2018 MLS Cup Playoffs Western Conference Semifinals
Around Dairon Asprilla’s dramatics, Raúl Ruidíaz’s penalty box opportunism, Sebastián Blanco’s heroics and foibles and the penalty kick shootout, it’s important to remember the stakes before 2018’s semifinal. If Seattle won, they would not only even the scales after 2013’s results but, having by then claimed the team’s first star, undermine a key argument in Portland’s favor. But if the Timbers won, well …

Portland could still claim that, when derbies mattered most, they had Seattle’s number. Thanks to 2018, that claim lives on. They could claim that, for whatever prior generations had endured, present-day results were swaying toward Portland. Against everyone else, Seattle may be excelling, but when the stakes were highest between rivals, Portland was coming out on top.

2015 MLS Cup breakthrough
Though Seattle was not part of Portland’s title path, 2015 has become foundational to the rivalry. It had Red Card Wedding and Adi’s chainsaw. Perhaps more importantly, it had Cascadia’s first MLS Cup breakthrough.

We see how rivalry drives the Boston Red Sox and New York Yankees, who have periods where their rivalry’s competition pushes them past the rest of their division. We’ve seen it with the Boston Celtics and the Los Angeles Lakers, and we even see it in college, where Atlantic Coast Conference men’s basketball histories can feel like Duke, North Carolina and little else.

There are times when a rivalry drives success around it, and while it’s too much to say Portland and Seattle have only one benchmark, the duo has defined MLS’ Western Conference since the Timbers’ breakthrough. The need to keep the other in reach has driven both forward.

2013 MLS Cup Playoffs Western Conference Semifinals
Portland’s season had been a magical one, with the Timbers finishing atop the Western Conference while Seattle experienced their first major MLS hiccups. Still, a meeting in the conference semifinals gave the Sounders a chance to salvage their season. Instead, seemingly from the earliest moments of the first leg in Seattle, the Timbers asserted themselves: scoring within 15 minutes; taking a 2-0 lead by the 67th; cruising to a 5-3 victory over two legs.
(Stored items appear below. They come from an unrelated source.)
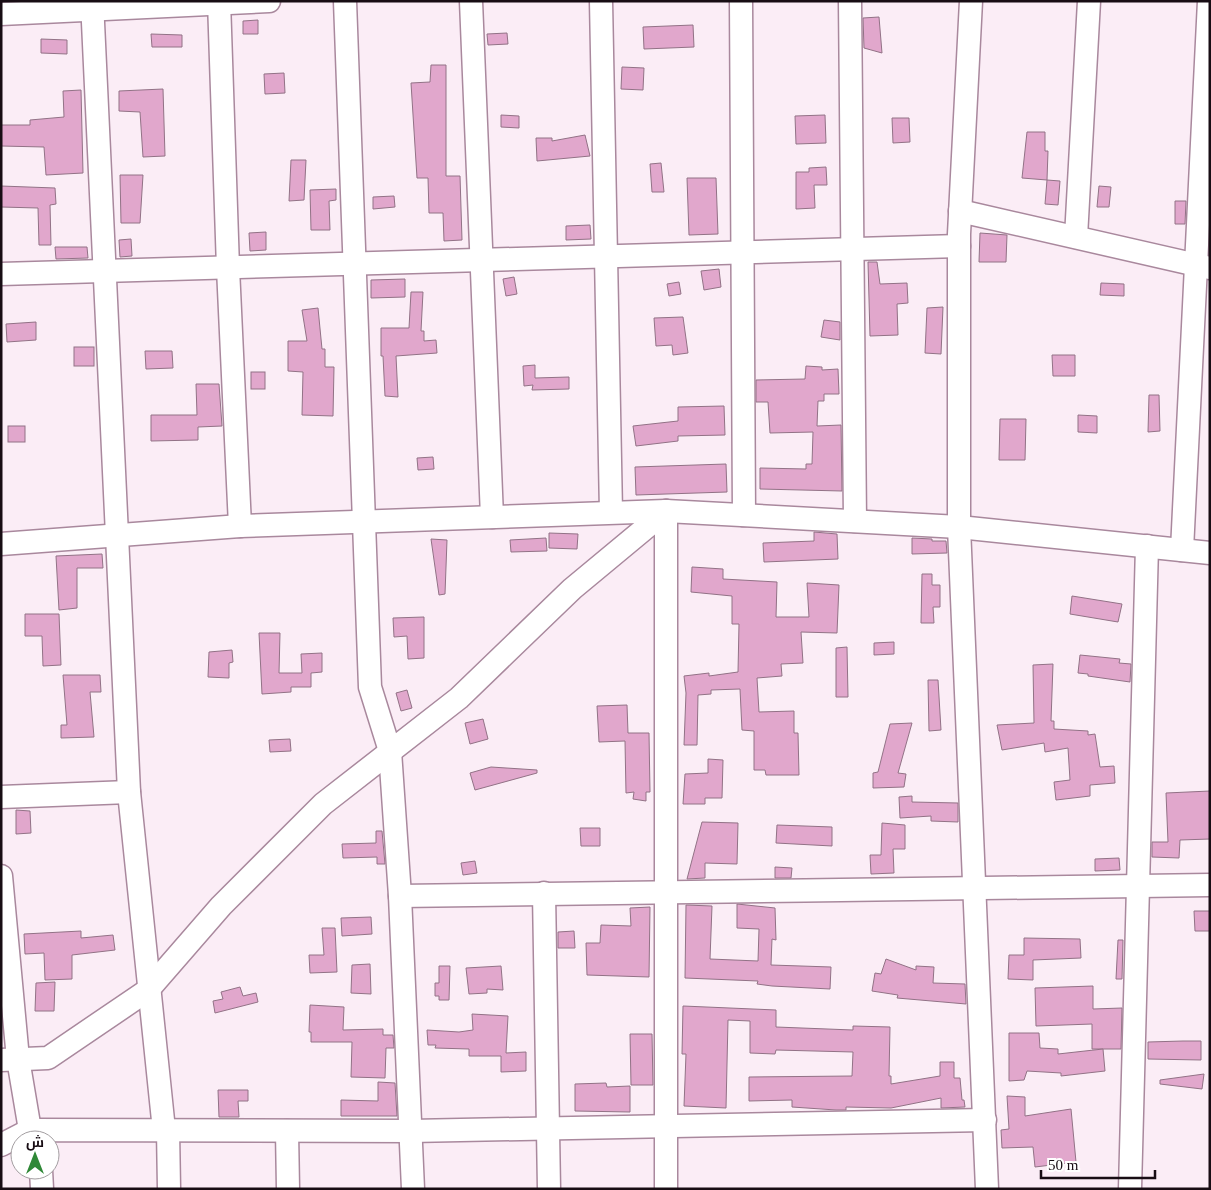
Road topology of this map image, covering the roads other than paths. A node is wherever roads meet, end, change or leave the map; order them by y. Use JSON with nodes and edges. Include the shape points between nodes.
{"nodes":[{"id":1,"x":269,"y":1,"type":"edge"},
{"id":2,"x":345,"y":1,"type":"edge"},
{"id":3,"x":471,"y":1,"type":"edge"},
{"id":4,"x":601,"y":1,"type":"edge"},
{"id":5,"x":742,"y":1,"type":"edge"},
{"id":6,"x":850,"y":1,"type":"edge"},
{"id":7,"x":971,"y":1,"type":"edge"},
{"id":8,"x":1089,"y":1,"type":"edge"},
{"id":9,"x":1209,"y":1,"type":"edge"},
{"id":10,"x":219,"y":2,"type":"edge"},
{"id":11,"x":92,"y":6,"type":"edge"},
{"id":12,"x":1,"y":14,"type":"edge"},
{"id":13,"x":960,"y":211,"type":"junction"},
{"id":14,"x":1076,"y":238,"type":"junction"},
{"id":15,"x":959,"y":246,"type":"junction"},
{"id":16,"x":852,"y":250,"type":"junction"},
{"id":17,"x":743,"y":253,"type":"junction"},
{"id":18,"x":606,"y":258,"type":"junction"},
{"id":19,"x":482,"y":261,"type":"junction"},
{"id":20,"x":355,"y":264,"type":"junction"},
{"id":21,"x":1203,"y":266,"type":"edge"},
{"id":22,"x":228,"y":268,"type":"junction"},
{"id":23,"x":105,"y":271,"type":"junction"},
{"id":24,"x":1,"y":274,"type":"edge"},
{"id":25,"x":666,"y":511,"type":"junction"},
{"id":26,"x":612,"y":512,"type":"junction"},
{"id":27,"x":744,"y":515,"type":"junction"},
{"id":28,"x":492,"y":517,"type":"junction"},
{"id":29,"x":854,"y":521,"type":"junction"},
{"id":30,"x":365,"y":523,"type":"junction"},
{"id":31,"x":240,"y":526,"type":"junction"},
{"id":32,"x":959,"y":527,"type":"junction"},
{"id":33,"x":117,"y":536,"type":"junction"},
{"id":34,"x":1,"y":544,"type":"edge"},
{"id":35,"x":1147,"y":546,"type":"junction"},
{"id":36,"x":1182,"y":550,"type":"junction"},
{"id":37,"x":1210,"y":553,"type":"edge"},
{"id":38,"x":390,"y":751,"type":"junction"},
{"id":39,"x":130,"y":792,"type":"junction"},
{"id":40,"x":1,"y":797,"type":"edge"},
{"id":41,"x":1,"y":876,"type":"edge"},
{"id":42,"x":1210,"y":885,"type":"edge"},
{"id":43,"x":1139,"y":887,"type":"junction"},
{"id":44,"x":665,"y":890,"type":"junction"},
{"id":45,"x":975,"y":890,"type":"junction"},
{"id":46,"x":544,"y":893,"type":"junction"},
{"id":47,"x":400,"y":896,"type":"junction"},
{"id":48,"x":148,"y":990,"type":"junction"},
{"id":49,"x":10,"y":1060,"type":"edge"},
{"id":50,"x":985,"y":1120,"type":"junction"},
{"id":51,"x":664,"y":1126,"type":"junction"},
{"id":52,"x":548,"y":1128,"type":"junction"},
{"id":53,"x":36,"y":1130,"type":"edge"},
{"id":54,"x":166,"y":1130,"type":"junction"},
{"id":55,"x":287,"y":1131,"type":"junction"},
{"id":56,"x":411,"y":1131,"type":"junction"},
{"id":57,"x":60,"y":1132,"type":"edge"},
{"id":58,"x":169,"y":1189,"type":"edge"},
{"id":59,"x":288,"y":1189,"type":"edge"},
{"id":60,"x":413,"y":1189,"type":"edge"},
{"id":61,"x":549,"y":1189,"type":"edge"},
{"id":62,"x":666,"y":1189,"type":"edge"},
{"id":63,"x":987,"y":1189,"type":"edge"},
{"id":64,"x":1130,"y":1189,"type":"edge"}],
"edges":[{"from":1,"to":10,"type":"street"},
{"from":2,"to":20,"type":"street"},
{"from":3,"to":19,"type":"street"},
{"from":4,"to":18,"type":"street"},
{"from":5,"to":17,"type":"street"},
{"from":6,"to":16,"type":"street"},
{"from":7,"to":13,"type":"street"},
{"from":8,"to":14,"type":"street"},
{"from":9,"to":21,"type":"street"},
{"from":10,"to":11,"type":"street"},
{"from":10,"to":22,"type":"street"},
{"from":11,"to":12,"type":"street"},
{"from":11,"to":23,"type":"street"},
{"from":13,"to":14,"type":"street"},
{"from":13,"to":15,"type":"street"},
{"from":14,"to":21,"type":"street"},
{"from":15,"to":16,"type":"street"},
{"from":15,"to":32,"type":"street"},
{"from":16,"to":17,"type":"street"},
{"from":16,"to":29,"type":"street"},
{"from":17,"to":18,"type":"street"},
{"from":17,"to":27,"type":"street"},
{"from":18,"to":19,"type":"street"},
{"from":18,"to":26,"type":"street"},
{"from":19,"to":20,"type":"street"},
{"from":19,"to":28,"type":"street"},
{"from":20,"to":22,"type":"street"},
{"from":20,"to":30,"type":"street"},
{"from":21,"to":36,"type":"street"},
{"from":22,"to":23,"type":"street"},
{"from":22,"to":31,"type":"street"},
{"from":23,"to":24,"type":"street"},
{"from":23,"to":33,"type":"street"},
{"from":25,"to":26,"type":"street"},
{"from":25,"to":27,"type":"street"},
{"from":25,"to":38,"type":"street","via":[[572,589],[458,698]]},
{"from":25,"to":44,"type":"street"},
{"from":26,"to":28,"type":"street"},
{"from":27,"to":29,"type":"street"},
{"from":28,"to":30,"type":"street"},
{"from":29,"to":32,"type":"street"},
{"from":30,"to":31,"type":"street"},
{"from":30,"to":38,"type":"street","via":[[370,687]]},
{"from":31,"to":33,"type":"street"},
{"from":32,"to":35,"type":"street"},
{"from":32,"to":45,"type":"street"},
{"from":33,"to":34,"type":"street"},
{"from":33,"to":39,"type":"street"},
{"from":35,"to":36,"type":"street"},
{"from":35,"to":43,"type":"street"},
{"from":36,"to":37,"type":"street"},
{"from":38,"to":47,"type":"street"},
{"from":38,"to":48,"type":"street","via":[[323,804],[221,906]]},
{"from":39,"to":40,"type":"street"},
{"from":39,"to":48,"type":"street"},
{"from":41,"to":49,"type":"street"},
{"from":42,"to":43,"type":"street"},
{"from":43,"to":45,"type":"street"},
{"from":43,"to":64,"type":"street"},
{"from":44,"to":45,"type":"street"},
{"from":44,"to":46,"type":"street"},
{"from":44,"to":51,"type":"street"},
{"from":45,"to":50,"type":"street"},
{"from":46,"to":47,"type":"street"},
{"from":46,"to":52,"type":"street"},
{"from":47,"to":56,"type":"street"},
{"from":48,"to":49,"type":"street","via":[[48,1058]]},
{"from":48,"to":54,"type":"street"},
{"from":49,"to":53,"type":"street"},
{"from":50,"to":51,"type":"street"},
{"from":50,"to":63,"type":"street"},
{"from":51,"to":52,"type":"street"},
{"from":51,"to":62,"type":"street"},
{"from":52,"to":56,"type":"street"},
{"from":52,"to":61,"type":"street"},
{"from":54,"to":55,"type":"street"},
{"from":54,"to":57,"type":"street"},
{"from":54,"to":58,"type":"street"},
{"from":55,"to":56,"type":"street"},
{"from":55,"to":59,"type":"street"},
{"from":56,"to":60,"type":"street"}]}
Perhaps this is where the rivalry truly began pushing both sides. Losing to the Timbers meant, after steady contention since their MLS debut, Seattle needed to regroup. They’d claim the Supporters’ Shield the next season and the year after that, Portland won MLS Cup. Seattle has claimed two league titles since.

Still, no matter how the rivalry grows from here, Portland will always have 2013. They’ll always have 2015, too. When it comes to firsts, the Timbers will always have two of the most important in Portland and Seattle’s MLS era.